- EXERCISE OBJECTIVE
Copy each line below holding "lane".

- EXERCISE INPUTS
====

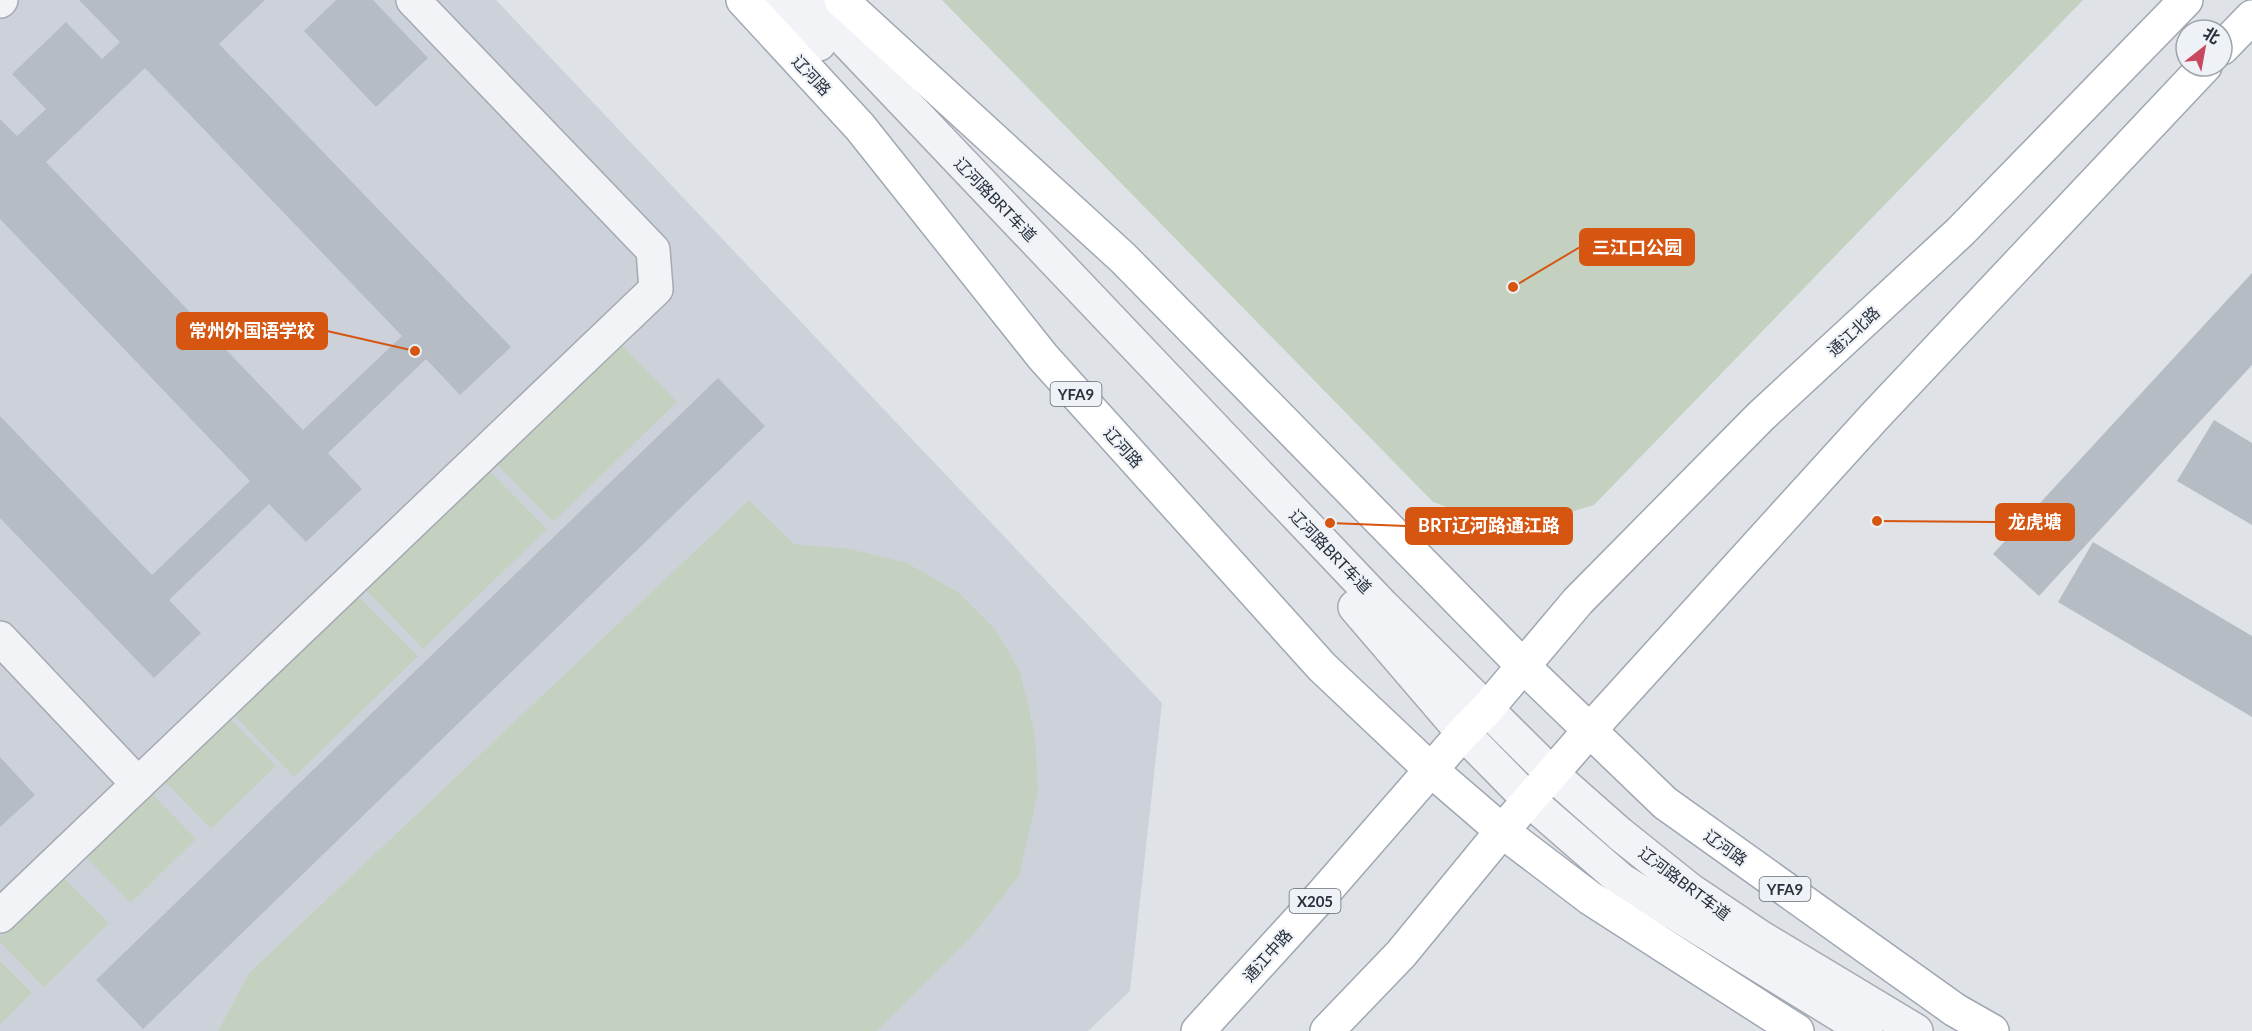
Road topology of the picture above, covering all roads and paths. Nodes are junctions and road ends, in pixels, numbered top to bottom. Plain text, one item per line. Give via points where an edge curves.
1 (412, 0) edge
2 (743, 0) edge
3 (776, 0) edge
4 (807, 0) edge
5 (841, 0) edge
6 (2186, 0) edge
7 (2252, 17) edge
8 (2234, 36) edge
9 (2194, 78) edge
10 (0, 638) edge
11 (1523, 666) junction
12 (1486, 710) junction
13 (1589, 731) junction
14 (1463, 733) junction
15 (1430, 769) junction
16 (1552, 774) junction
17 (138, 784) junction
18 (1529, 800) junction
19 (1502, 831) junction
20 (0, 916) edge
21 (1198, 1031) edge
22 (1327, 1031) edge
23 (1797, 1031) edge
24 (1866, 1031) edge
25 (1916, 1031) edge
26 (1992, 1031) edge

1 - 17 lane via 653,250 656,288
2 - 15 main road, 辽河路 / YFA9 via 860,127 1043,357 1322,667
3 - 14 lane, 辽河路BRT车道 via 1301,547
4 - 12 lane, 辽河路BRT车道
5 - 11 main road, YFA9 via 1123,258
6 - 11 main road, 通江北路 via 1960,232 1761,416 1578,601
7 - 8 main road
9 - 13 main road via 1875,416
10 - 17 lane
11 - 12 main road, 通江北路
11 - 13 main road, YFA9
12 - 14 main road, 通江中路
12 - 16 lane, 辽河路BRT车道
13 - 16 main road
13 - 26 main road, 辽河路 / YFA9 via 1665,804 1956,1010
14 - 15 main road, 通江中路
14 - 18 lane, 辽河路BRT车道
15 - 19 main road, YFA9
15 - 21 main road, 通江中路 / X205
16 - 18 main road
16 - 25 lane, 辽河路BRT车道 via 1690,890
17 - 20 lane
18 - 19 main road
18 - 24 lane, 辽河路BRT车道 via 1621,880
19 - 22 main road via 1401,954
19 - 23 main road, YFA9 via 1590,898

====

- RESULT FOR THIS EXERCISE
1 - 17 lane via 653,250 656,288
3 - 14 lane, 辽河路BRT车道 via 1301,547
4 - 12 lane, 辽河路BRT车道
10 - 17 lane
12 - 16 lane, 辽河路BRT车道
14 - 18 lane, 辽河路BRT车道
16 - 25 lane, 辽河路BRT车道 via 1690,890
17 - 20 lane
18 - 24 lane, 辽河路BRT车道 via 1621,880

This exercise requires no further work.